Oui, pour nous tueurs, mai 68, ç’a été le temps béni. Sans un flic à l’horizon. Tous occupés à taper sur ceux qui ne travaillaient pas. Pas de risque. Pas de danger. Personne pour vous dénoncer. Plus d’essence pour vous poursuivre. Pas de voisins. Z’étaient en ballade à la recherche de l’aventure, alors que l’aventure se passait sur leur palier pendant qu’ils étaient absents. Ah ! Les cons !
Qu’est-ce que j’ai pu en tuer en mai 68… Mon meilleur tableau de chasse. Trois veuves, un colonel, deux banquiers, un buraliste, un marchand de vin. Et une podologue. Avec celle-là, tiens, j’ai eu des scrupules. Peut-on étrangler une podologue sans savoir ce qu’elle fait dans la vie ? Remarquez, je le lui ai demandé. Podologue, c’est quoi ? Un peu trop tard peut-être. Je serrais trop fort, je crois. Je contrôlais mal ma force à l’époque.

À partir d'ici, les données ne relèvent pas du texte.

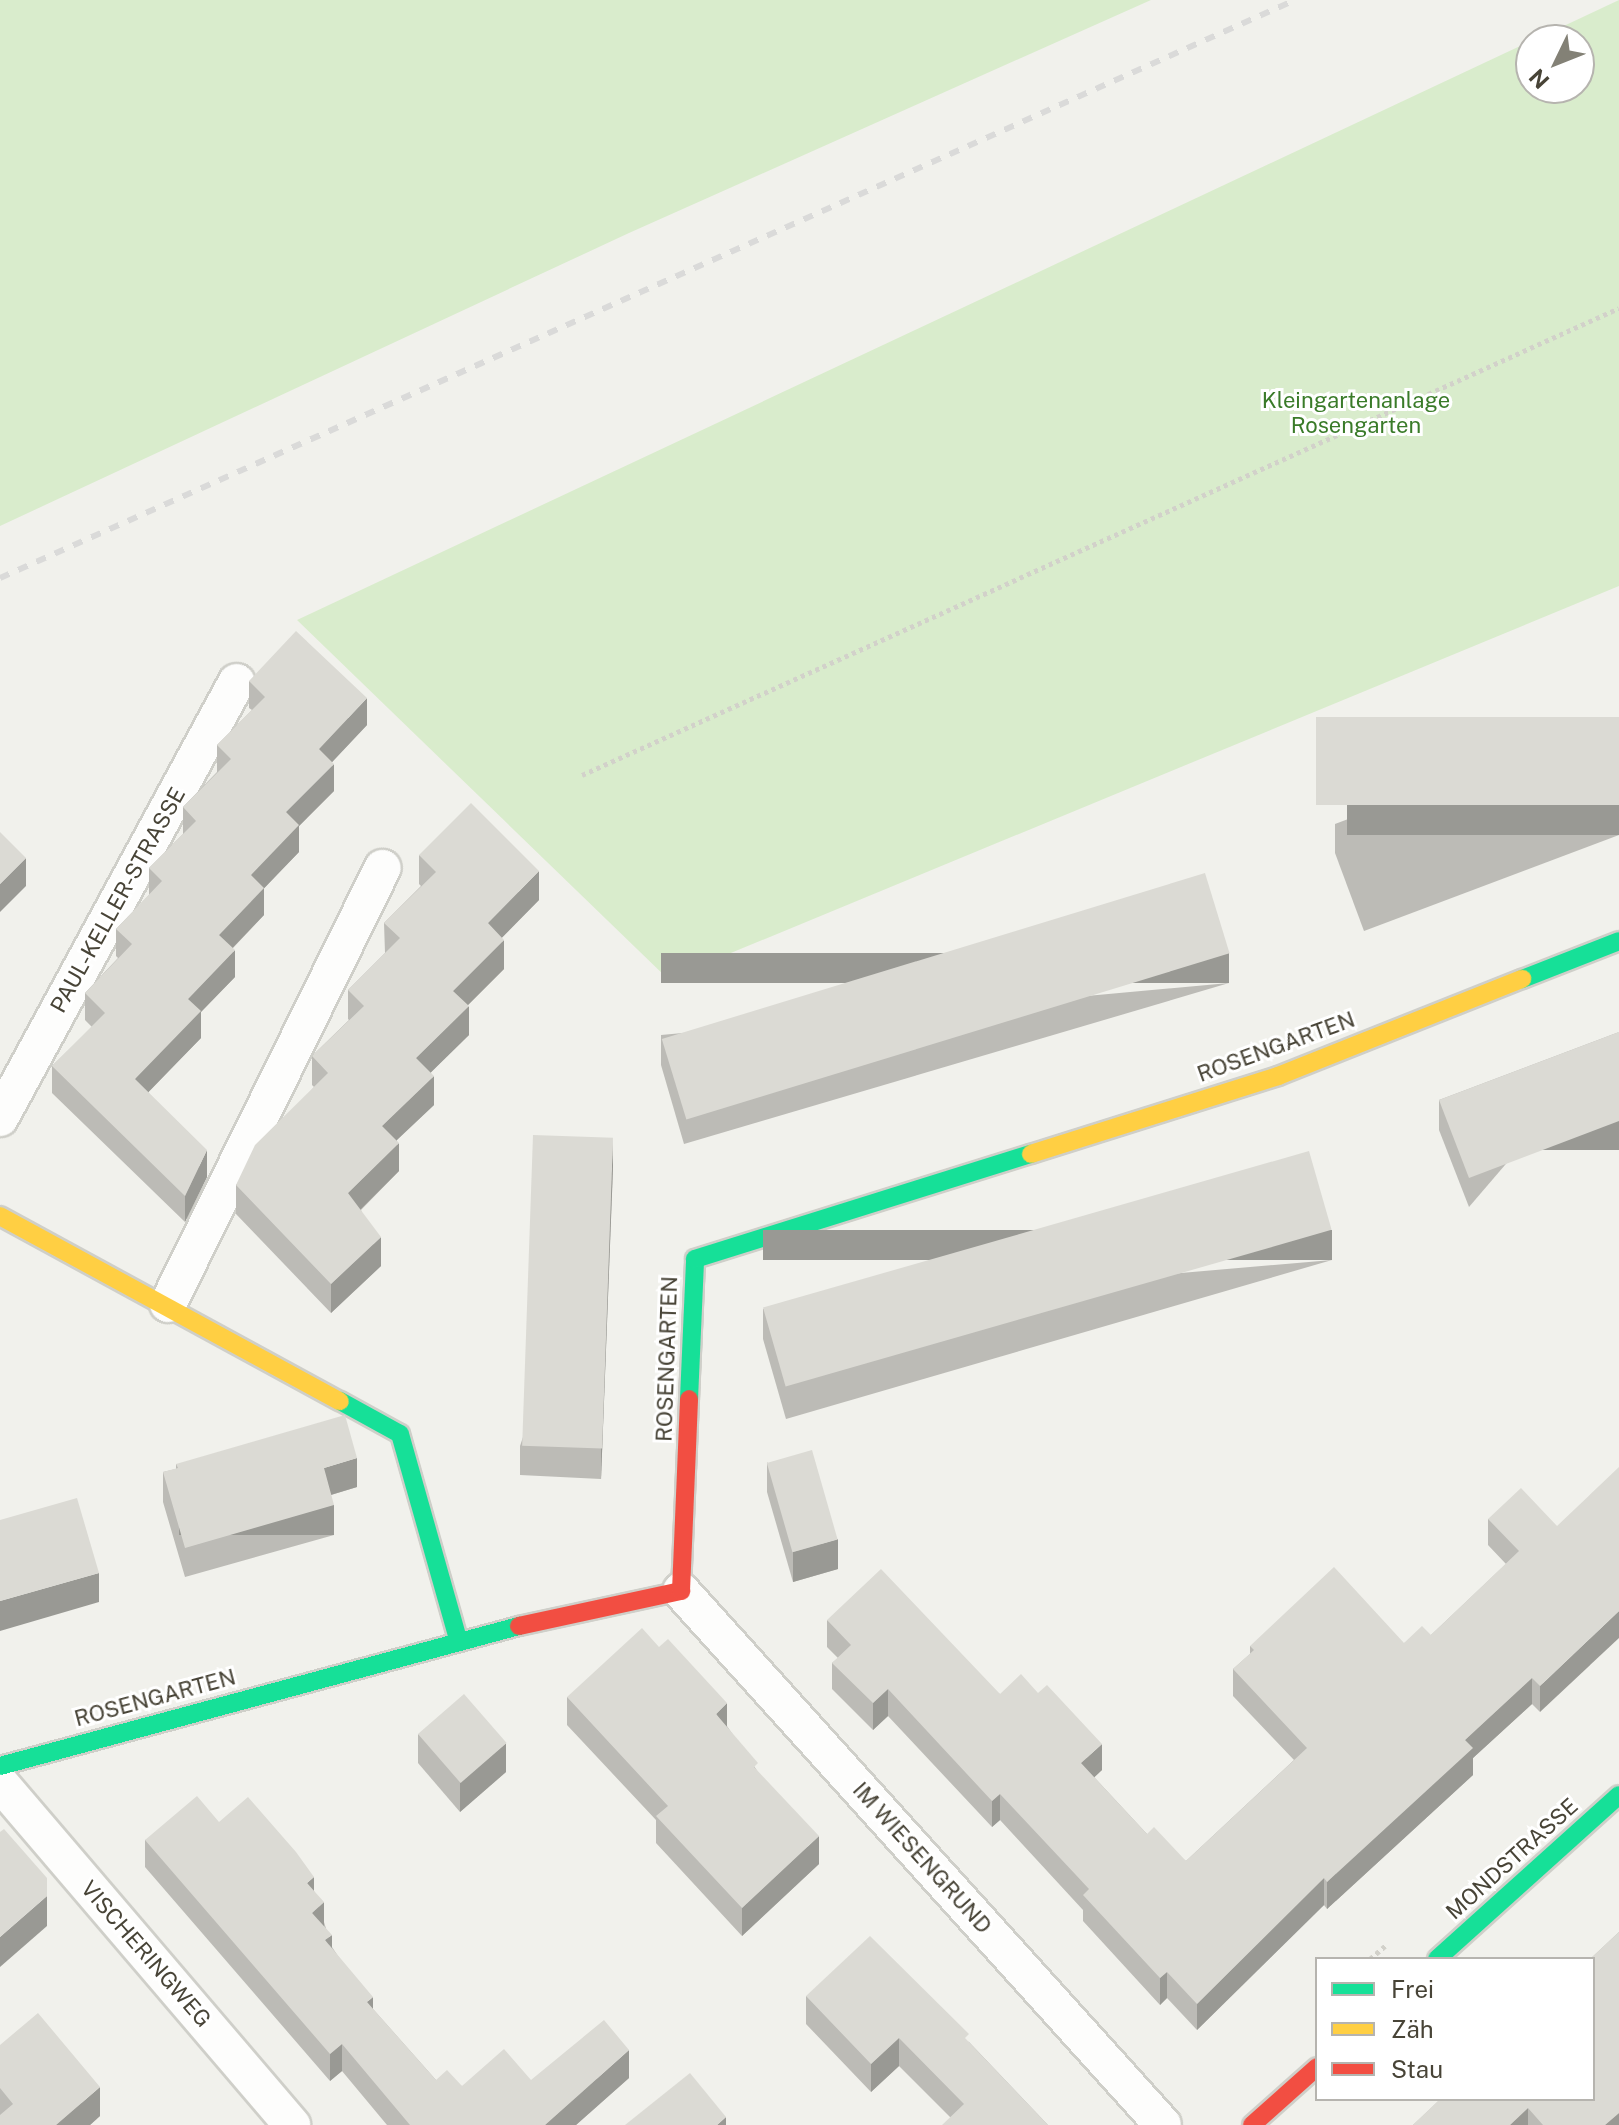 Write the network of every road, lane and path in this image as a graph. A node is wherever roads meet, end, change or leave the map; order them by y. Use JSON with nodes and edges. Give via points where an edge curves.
{"nodes":[{"id":1,"x":1619,"y":308,"type":"edge"},
{"id":2,"x":237,"y":682,"type":"dead end"},
{"id":3,"x":582,"y":775,"type":"dead end"},
{"id":4,"x":383,"y":868,"type":"dead end"},
{"id":5,"x":1619,"y":941,"type":"edge"},
{"id":6,"x":0,"y":1118,"type":"edge"},
{"id":7,"x":0,"y":1216,"type":"edge"},
{"id":8,"x":168,"y":1304,"type":"junction"},
{"id":9,"x":681,"y":1591,"type":"junction"},
{"id":10,"x":458,"y":1639,"type":"junction"},
{"id":11,"x":0,"y":1766,"type":"edge"},
{"id":12,"x":0,"y":1783,"type":"edge"},
{"id":13,"x":1619,"y":1795,"type":"edge"},
{"id":14,"x":1439,"y":1957,"type":"edge"},
{"id":15,"x":1315,"y":2069,"type":"edge"},
{"id":16,"x":292,"y":2125,"type":"edge"},
{"id":17,"x":1163,"y":2125,"type":"edge"},
{"id":18,"x":1252,"y":2125,"type":"edge"}],
"edges":[{"from":1,"to":3,"type":"path"},
{"from":2,"to":6,"type":"lane","name":"PAUL-KELLER-STRASSE"},
{"from":4,"to":8,"type":"lane"},
{"from":5,"to":9,"type":"street","name":"ROSENGARTEN","via":[[1278,1076],[695,1259]]},
{"from":7,"to":8,"type":"street"},
{"from":8,"to":10,"type":"street","via":[[400,1434]]},
{"from":9,"to":10,"type":"street","name":"ROSENGARTEN"},
{"from":9,"to":17,"type":"lane","name":"IM WIESENGRUND"},
{"from":10,"to":11,"type":"street","name":"ROSENGARTEN"},
{"from":12,"to":16,"type":"lane","name":"VISCHERINGWEG"},
{"from":13,"to":14,"type":"street","name":"MONDSTRASSE"},
{"from":15,"to":18,"type":"street"}]} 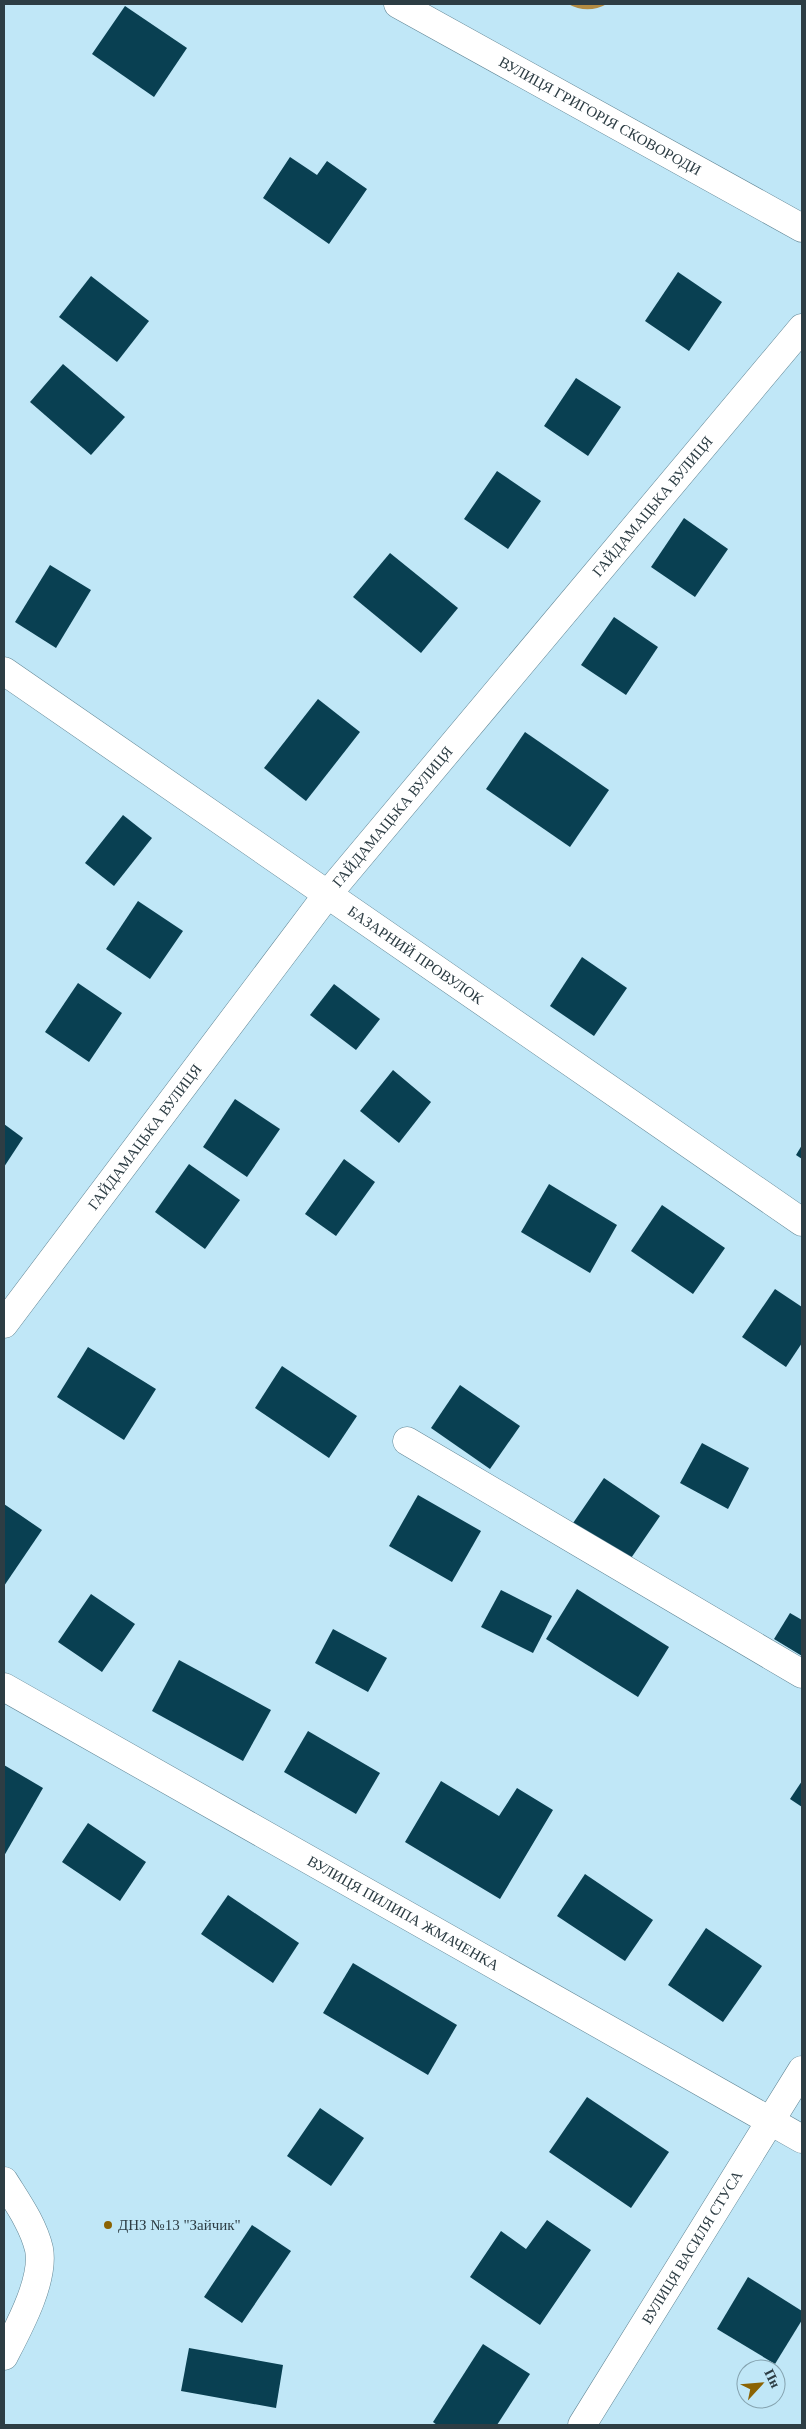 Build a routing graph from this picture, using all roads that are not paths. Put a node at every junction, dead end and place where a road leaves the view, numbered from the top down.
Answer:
1 (398, 4) edge
2 (802, 228) edge
3 (802, 328) edge
4 (4, 671) edge
5 (327, 895) junction
6 (802, 1222) edge
7 (4, 1324) edge
8 (406, 1441) dead end
9 (802, 1674) edge
10 (4, 1687) edge
11 (802, 2070) edge
12 (770, 2121) junction
13 (802, 2139) edge
14 (4, 2181) edge
15 (4, 2356) edge
16 (582, 2425) edge

1 - 2 street, ВУЛИЦЯ ГРИГОРІЯ СКОВОРОДИ
3 - 5 street, ГАЙДАМАЦЬКА ВУЛИЦЯ
4 - 5 street, БАЗАРНИЙ ПРОВУЛОК
5 - 6 street, БАЗАРНИЙ ПРОВУЛОК
5 - 7 street, ГАЙДАМАЦЬКА ВУЛИЦЯ
8 - 9 street
10 - 12 street, ВУЛИЦЯ ПИЛИПА ЖМАЧЕНКА
11 - 12 street, ВУЛИЦЯ ВАСИЛЯ СТУСА
12 - 13 street, ВУЛИЦЯ ПИЛИПА ЖМАЧЕНКА
12 - 16 street, ВУЛИЦЯ ВАСИЛЯ СТУСА
14 - 15 street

En sortant de la dame, j’ai vu à la télé une grande manifestation. Pour le retour du général de Gaulle. Contre la chienlit. Moi, je l’aimais bien mongénéral. Alors, j’y suis allé et j’ai chanté comme les autres la Marseillaise. A côté de moi, se trouvait un ministre. Blanc comme un rat, l’air perdu et malheureux. Depuis trois semaines, je me terre dans ma cave, il m’a avoué. C’est la première fois que je pointe le nez dehors. Il n’y a pas de danger, pensez-vous ? Je l’ai rassuré comme j’ai pu. Si quelqu’un s’attaque à vous, faites-moi confiance, il trouvera à qui parler ! Riez pas, j’étais drôlement musclé. Et le type me faisait vraiment de la peine. La manif a été un succès. On braillait à tue-tête, on se donnait le bras. On réoccupait le pavé. Et on a fini la journée dans un bistrot. C’est lui qui a insisté, remarquez. Moi, ça me gênait un peu. Vu que les petites affaires de la podologue étaient dans la poche de mon imperméable et que j’avais pas envie qu’elles glissent sur la table. Bref, de fil en aiguille, on est devenu les meilleurs potes du monde. Comme je lui ai raconté que j’étais sans boulot (j’allais pas lui avouer…), il m’a fait entrer dans son cabinet comme chauffeur et aux élections, je suis devenu son suppléant. T’es le seul à qui je peux faire confiance, il a insisté car j’étais un peu réticent à entrer dans ce monde-là. Ce qui m’a décidé c’est quand il a ajouté : t’es le seul qui veut pas me faire la peau. Mes amis politiques, ils sont tous prêts à me planter un couteau dans le dos.
J’ai attendu deux ans avant de le suicider. Et de le remplacer. Il m’a fallu encore un peu de temps pour devenir ministre. Maintenant, je peux voler et tuer tranquille. Et pourtant, vous savez quoi ? Je donnerais tous les ors de la république pour retrouver la liberté de mes journées de mai 68. Bon, je vous laisse, j’ai un discours, là. L’inauguration d’une prison, je crois.